(Data extracted from a collection)
####
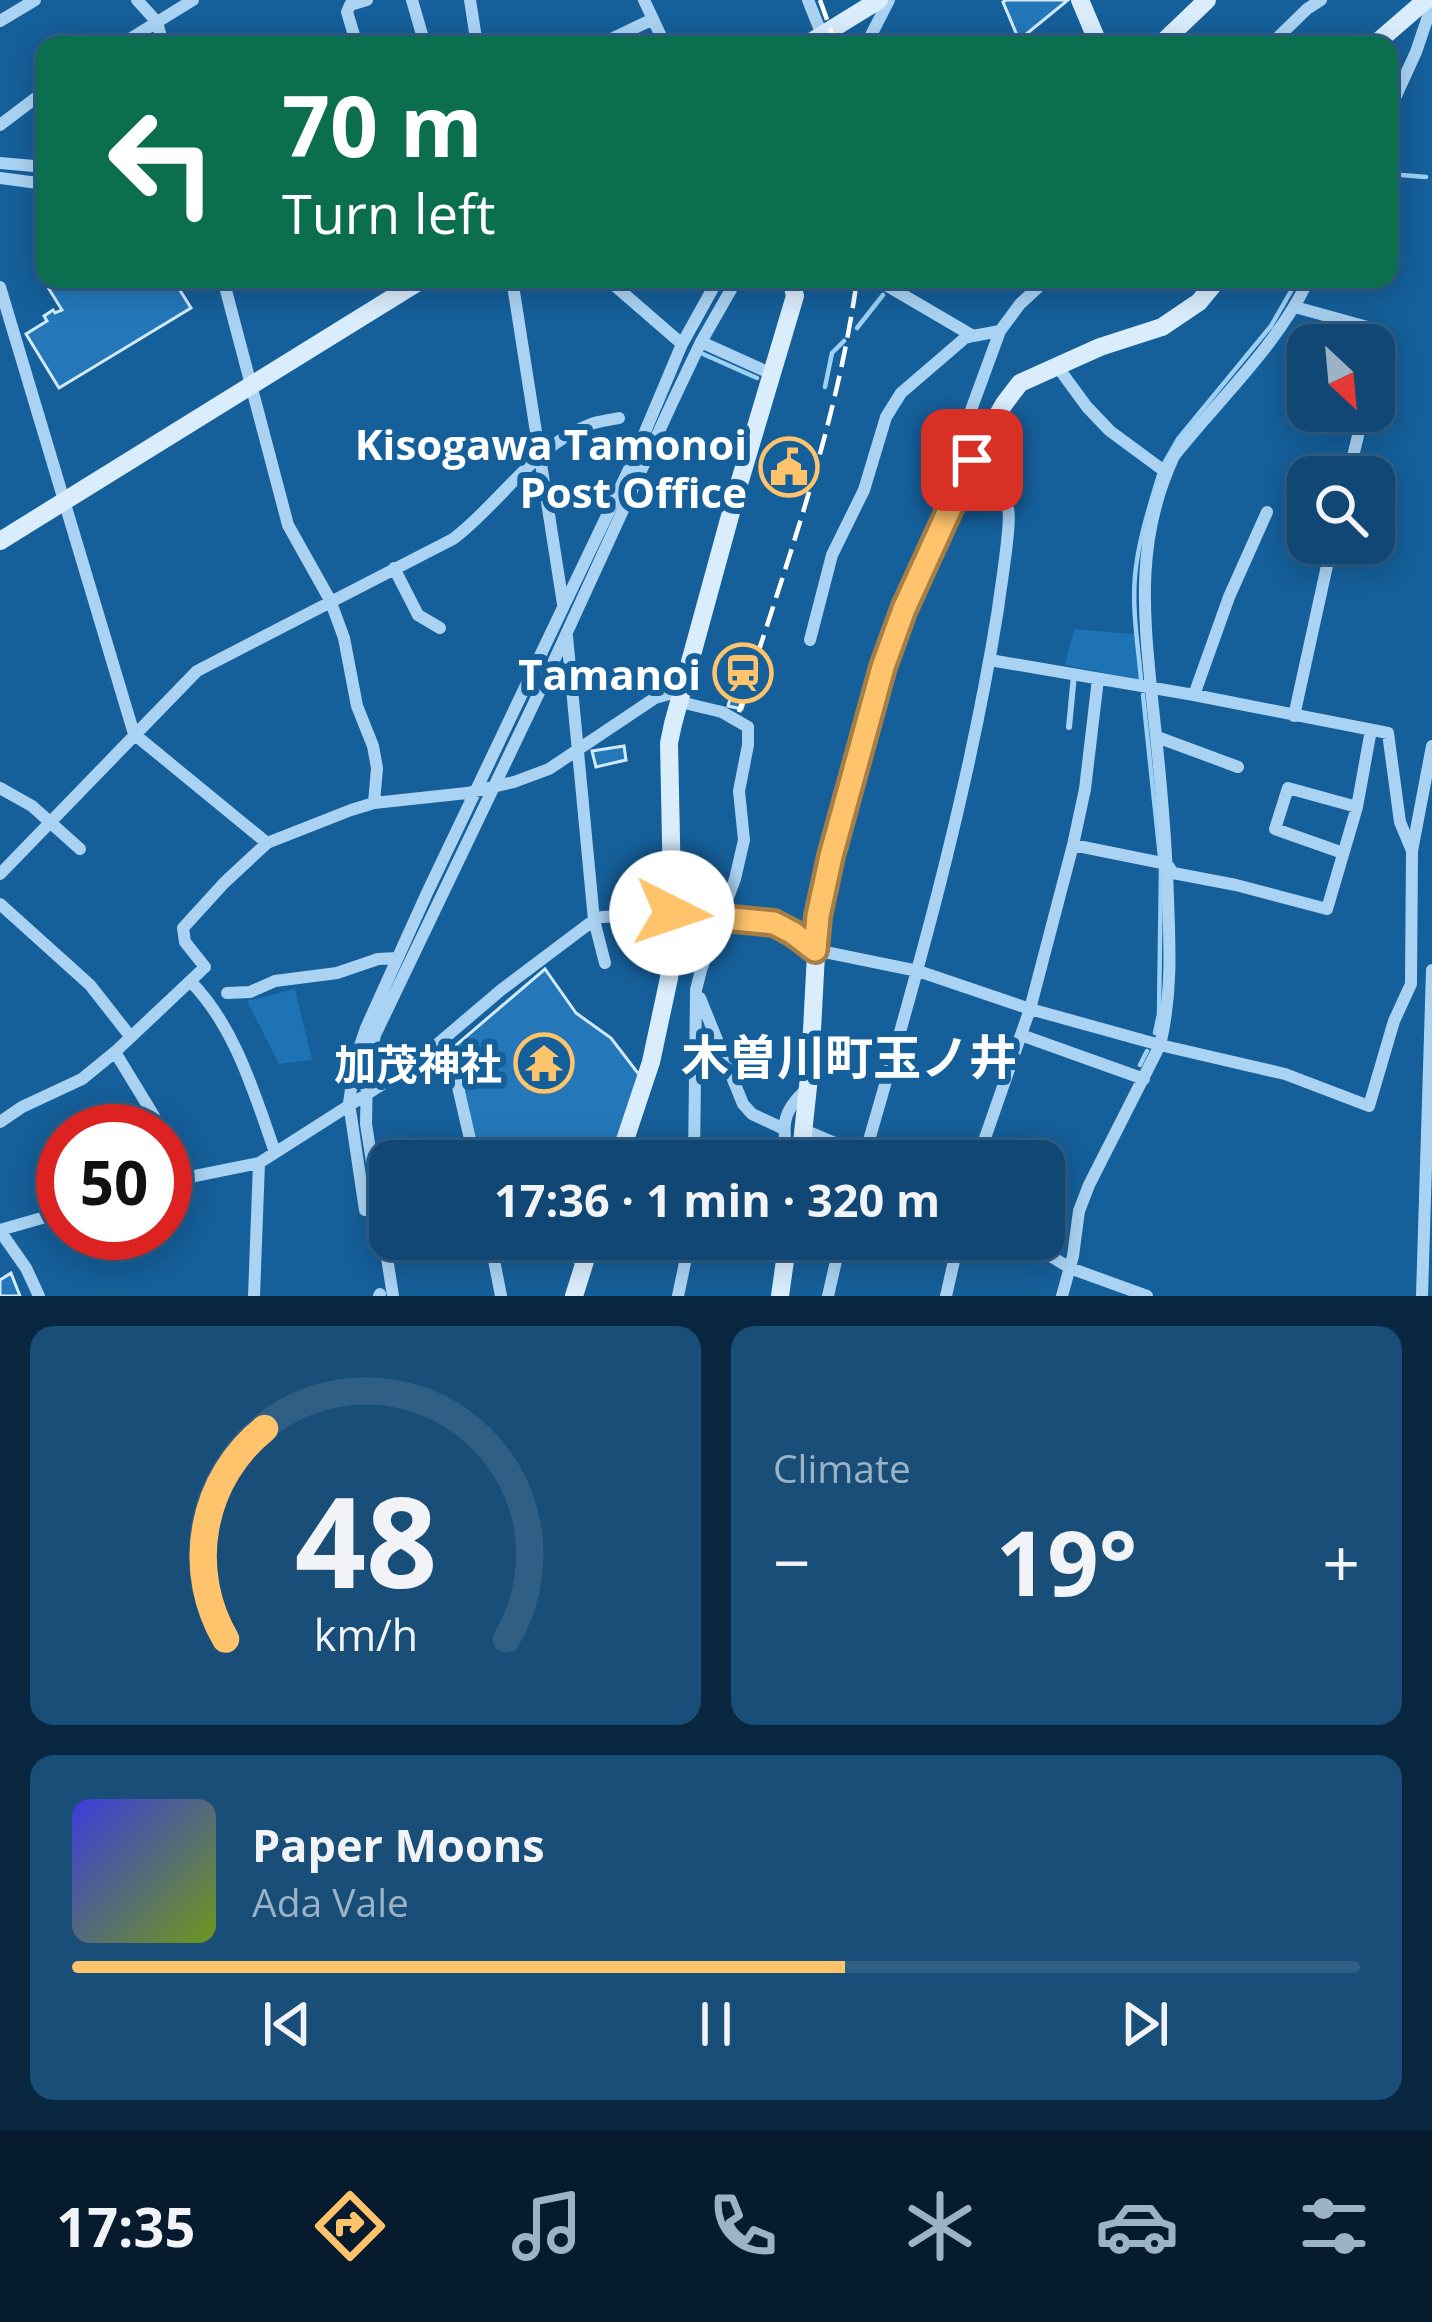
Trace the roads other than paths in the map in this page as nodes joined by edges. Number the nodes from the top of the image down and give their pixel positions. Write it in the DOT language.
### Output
graph roads {
  1 [pos="137,0"];
  2 [pos="193,0"];
  3 [pos="367,0"];
  4 [pos="412,0"];
  5 [pos="470,0"];
  6 [pos="644,0"];
  7 [pos="808,0"];
  8 [pos="879,0"];
  9 [pos="890,0"];
  10 [pos="1080,0"];
  11 [pos="1207,0"];
  12 [pos="1321,0"];
  13 [pos="26,3"];
  14 [pos="1429,3"];
  15 [pos="844,9"];
  16 [pos="653,19"];
  17 [pos="0,21"];
  18 [pos="157,22"];
  19 [pos="134,36"];
  20 [pos="161,36"];
  21 [pos="354,36"];
  22 [pos="422,36"];
  23 [pos="476,36"];
  24 [pos="618,36"];
  25 [pos="661,36"];
  26 [pos="813,36"];
  27 [pos="818,36"];
  28 [pos="871,36"];
  29 [pos="1095,36"];
  30 [pos="1169,36"];
  31 [pos="1279,36"];
  32 [pos="1386,36"];
  33 [pos="1398,91"];
  34 [pos="36,100"];
  35 [pos="0,125"];
  36 [pos="0,163"];
  37 [pos="36,166"];
  38 [pos="0,178"];
  39 [pos="36,183"];
  40 [pos="225,288"];
  41 [pos="408,288"];
  42 [pos="513,288"];
  43 [pos="617,288"];
  44 [pos="713,288"];
  45 [pos="732,288"];
  46 [pos="793,288"];
  47 [pos="898,288"];
  48 [pos="1037,288"];
  49 [pos="1211,288"];
  50 [pos="1304,288"];
  51 [pos="1,297"];
  52 [pos="1295,307"];
  53 [pos="1357,324"];
  54 [pos="1000,332"];
  55 [pos="973,336"];
  56 [pos="701,342"];
  57 [pos="682,344"];
  58 [pos="1057,366"];
  59 [pos="772,374"];
  60 [pos="252,385"];
  61 [pos="619,418"];
  62 [pos="990,430"];
  63 [pos="538,457"];
  64 [pos="972,460"];
  65 [pos="1167,473"];
  66 [pos="65,501"];
  67 [pos="1267,512"];
  68 [pos="0,541"];
  69 [pos="1327,564"];
  70 [pos="394,568"];
  71 [pos="330,600"];
  72 [pos="563,606"];
  73 [pos="440,628"];
  74 [pos="567,631"];
  75 [pos="810,640"];
  76 [pos="990,659"];
  77 [pos="1073,675"];
  78 [pos="1098,679"];
  79 [pos="1151,689"];
  80 [pos="1194,695"];
  81 [pos="681,696"];
  82 [pos="1294,716"];
  83 [pos="1069,727"];
  84 [pos="1370,730"];
  85 [pos="134,734"];
  86 [pos="1156,737"];
  87 [pos="1432,746"];
  88 [pos="580,749"];
  89 [pos="1238,766"];
  90 [pos="0,788"];
  91 [pos="494,788"];
  92 [pos="476,792"];
  93 [pos="374,803"];
  94 [pos="1357,807"];
  95 [pos="52,822"];
  96 [pos="267,843"];
  97 [pos="1073,845"];
  98 [pos="80,849"];
  99 [pos="1412,850"];
  100 [pos="1343,854"];
  101 [pos="1167,864"];
  102 [pos="0,874"];
  103 [pos="0,904"];
  104 [pos="672,913"];
  105 [pos="721,917"];
  106 [pos="594,920"];
  107 [pos="815,950"];
  108 [pos="397,958"];
  109 [pos="605,963"];
  110 [pos="1432,970"];
  111 [pos="918,971"];
  112 [pos="190,981"];
  113 [pos="696,991"];
  114 [pos="227,993"];
  115 [pos="1030,1009"];
  116 [pos="1022,1035"];
  117 [pos="130,1036"];
  118 [pos="442,1041"];
  119 [pos="1160,1045"];
  120 [pos="115,1052"];
  121 [pos="1144,1078"];
  122 [pos="808,1088"];
  123 [pos="365,1093"];
  124 [pos="349,1103"];
  125 [pos="147,1104"];
  126 [pos="0,1122"];
  127 [pos="782,1128"];
  128 [pos="804,1130"];
  129 [pos="471,1140"];
  130 [pos="625,1140"];
  131 [pos="694,1140"];
  132 [pos="785,1140"];
  133 [pos="803,1140"];
  134 [pos="826,1140"];
  135 [pos="874,1140"];
  136 [pos="984,1140"];
  137 [pos="275,1152"];
  138 [pos="259,1163"];
  139 [pos="192,1176"];
  140 [pos="365,1210"];
  141 [pos="36,1220"];
  142 [pos="0,1230"];
  143 [pos="494,1260"];
  144 [pos="585,1260"];
  145 [pos="686,1260"];
  146 [pos="785,1260"];
  147 [pos="836,1260"];
  148 [pos="954,1260"];
  149 [pos="1057,1260"];
  150 [pos="1070,1268"];
  151 [pos="384,1295"];
  152 [pos="39,1296"];
  153 [pos="254,1296"];
  154 [pos="502,1296"];
  155 [pos="574,1296"];
  156 [pos="678,1296"];
  157 [pos="779,1296"];
  158 [pos="827,1296"];
  159 [pos="946,1296"];
  160 [pos="1062,1296"];
  161 [pos="1147,1296"];
  162 [pos="1421,1296"];
  1 -- 18 [label="street"];
  2 -- 18 [label="street"];
  3 -- 21 [label="street"];
  4 -- 22 [label="street"];
  5 -- 23 [label="street"];
  6 -- 16 [label="street"];
  7 -- 26 [label="street"];
  8 -- 15 [label="main road"];
  9 -- 28 [label="street"];
  10 -- 29 [label="main road"];
  11 -- 30 [label="main road"];
  12 -- 31 [label="street"];
  13 -- 17 [label="street"];
  14 -- 32 [label="main road"];
  14 -- 33 [label="street"];
  15 -- 27 [label="main road"];
  16 -- 24 [label="street"];
  16 -- 25 [label="street"];
  18 -- 19 [label="street"];
  18 -- 20 [label="street"];
  34 -- 35 [label="street"];
  36 -- 37 [label="street"];
  38 -- 39 [label="street"];
  40 -- 60 [label="street"];
  41 -- 60 [label="main road"];
  42 -- 63 [label="street"];
  43 -- 57 [label="street"];
  44 -- 57 [label="street"];
  45 -- 56 [label="street"];
  46 -- 59 [label="main road"];
  47 -- 55 [label="street"];
  48 -- 54 [label="street"];
  49 -- 58 [label="main road"];
  50 -- 52 [label="street"];
  51 -- 66 [label="street"];
  52 -- 53 [label="street"];
  52 -- 65 [label="street"];
  54 -- 55 [label="street"];
  54 -- 64 [label="street"];
  55 -- 75 [label="street"];
  56 -- 59 [label="street"];
  56 -- 74 [label="street"];
  57 -- 72 [label="street"];
  58 -- 62 [label="main road"];
  58 -- 65 [label="street"];
  59 -- 81 [label="main road"];
  60 -- 66 [label="main road"];
  60 -- 71 [label="street"];
  61 -- 63 [label="street"];
  62 -- 64 [label="main road"];
  62 -- 76 [label="street"];
  63 -- 70 [label="street"];
  63 -- 72 [label="street"];
  64 -- 107 [label="main road"];
  65 -- 79 [label="street"];
  66 -- 68 [label="main road"];
  66 -- 85 [label="street"];
  67 -- 80 [label="street"];
  69 -- 82 [label="street"];
  70 -- 71 [label="street"];
  70 -- 73 [label="street"];
  71 -- 85 [label="street"];
  71 -- 93 [label="street"];
  72 -- 74 [label="street"];
  72 -- 92 [label="street"];
  74 -- 88 [label="street"];
  74 -- 91 [label="street"];
  76 -- 77 [label="street"];
  76 -- 111 [label="street"];
  77 -- 78 [label="street"];
  77 -- 83 [label="lane"];
  78 -- 79 [label="street"];
  78 -- 97 [label="street"];
  79 -- 80 [label="street"];
  79 -- 86 [label="street"];
  80 -- 82 [label="street"];
  81 -- 88 [label="street"];
  81 -- 104 [label="main road"];
  81 -- 105 [label="street"];
  82 -- 84 [label="street"];
  84 -- 94 [label="street"];
  84 -- 99 [label="street"];
  85 -- 95 [label="street"];
  85 -- 96 [label="street"];
  86 -- 89 [label="street"];
  86 -- 101 [label="street"];
  87 -- 99 [label="street"];
  88 -- 91 [label="street"];
  88 -- 106 [label="street"];
  90 -- 95 [label="street"];
  91 -- 92 [label="street"];
  91 -- 123 [label="street"];
  92 -- 93 [label="street"];
  92 -- 108 [label="street"];
  93 -- 96 [label="street"];
  94 -- 100 [label="street"];
  94 -- 100 [label="street"];
  95 -- 98 [label="street"];
  95 -- 102 [label="street"];
  96 -- 112 [label="street"];
  97 -- 101 [label="street"];
  97 -- 115 [label="street"];
  99 -- 119 [label="street"];
  100 -- 101 [label="street"];
  101 -- 119 [label="street"];
  103 -- 117 [label="street"];
  104 -- 105 [label="main road"];
  104 -- 106 [label="street"];
  104 -- 130 [label="main road"];
  105 -- 107 [label="main road"];
  105 -- 113 [label="street"];
  106 -- 109 [label="street"];
  106 -- 118 [label="street"];
  107 -- 111 [label="street"];
  107 -- 122 [label="main road"];
  108 -- 114 [label="street"];
  108 -- 124 [label="street"];
  110 -- 162 [label="street"];
  111 -- 115 [label="street"];
  111 -- 135 [label="street"];
  112 -- 117 [label="street"];
  112 -- 137 [label="street"];
  113 -- 127 [label="street"];
  113 -- 131 [label="street"];
  115 -- 116 [label="street"];
  115 -- 119 [label="street"];
  116 -- 121 [label="street"];
  116 -- 136 [label="street"];
  117 -- 120 [label="street"];
  118 -- 123 [label="street"];
  118 -- 129 [label="street"];
  119 -- 121 [label="street"];
  120 -- 125 [label="street"];
  120 -- 126 [label="street"];
  121 -- 150 [label="street"];
  122 -- 127 [label="street"];
  122 -- 128 [label="main road"];
  123 -- 124 [label="street"];
  123 -- 151 [label="street"];
  124 -- 137 [label="street"];
  124 -- 140 [label="street"];
  127 -- 132 [label="street"];
  128 -- 133 [label="main road"];
  128 -- 134 [label="street"];
  137 -- 138 [label="street"];
  138 -- 139 [label="street"];
  138 -- 153 [label="street"];
  141 -- 142 [label="street"];
  142 -- 152 [label="street"];
  143 -- 154 [label="street"];
  144 -- 155 [label="main road"];
  145 -- 156 [label="street"];
  146 -- 157 [label="main road"];
  147 -- 158 [label="street"];
  148 -- 159 [label="street"];
  149 -- 150 [label="street"];
  150 -- 160 [label="street"];
  150 -- 161 [label="street"];
}
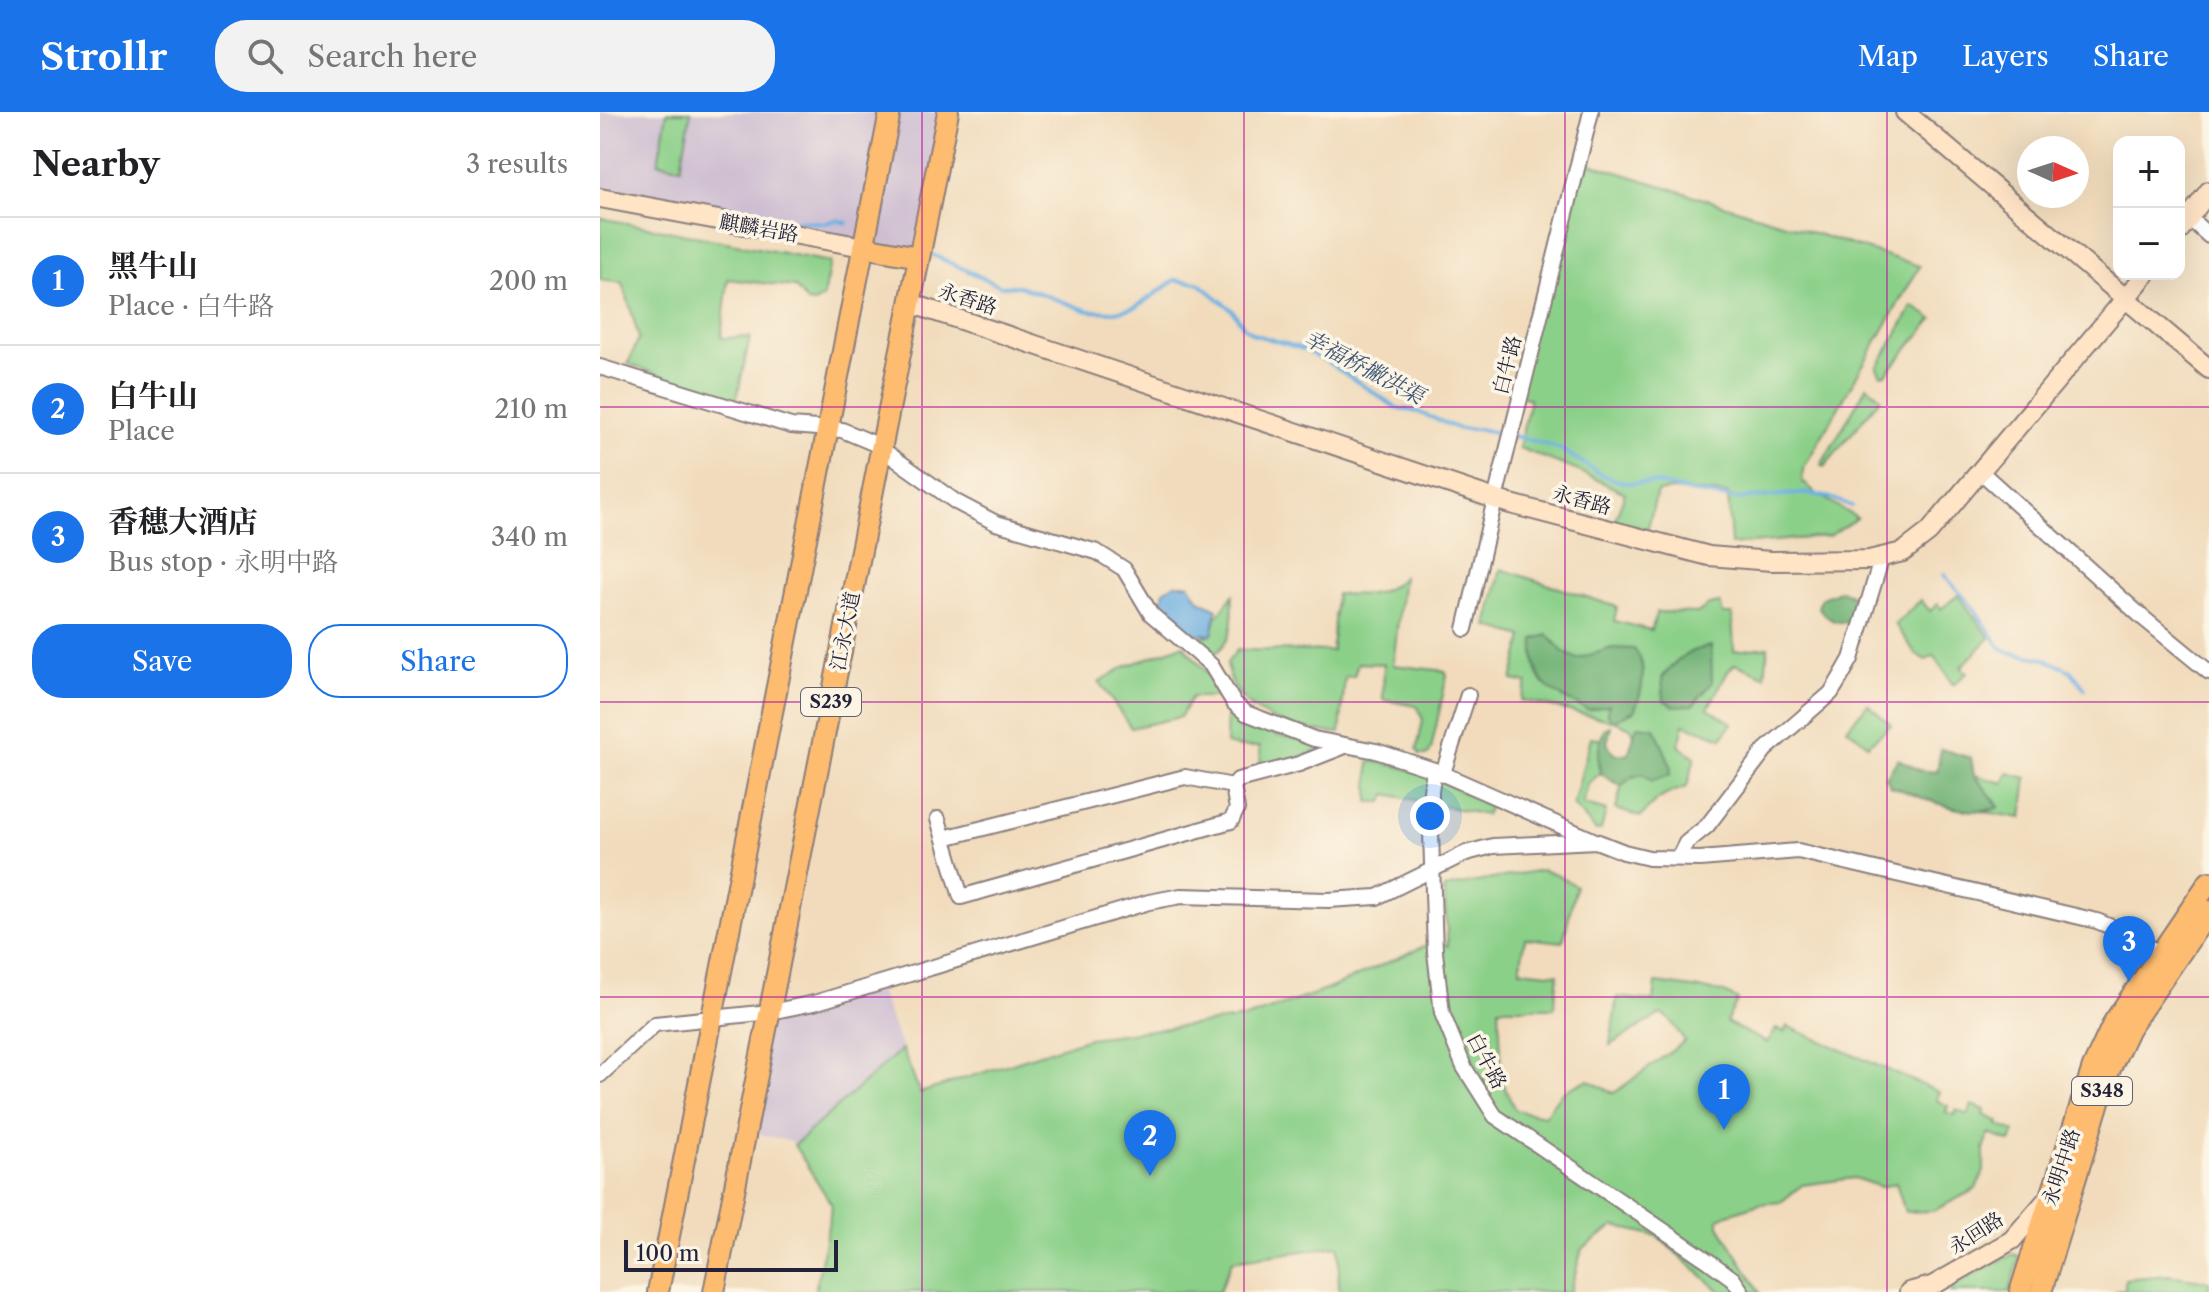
####
Instructions to follow: Count how many lines in the data above include the string "roads", and write only that number.

Response to this exercise: 2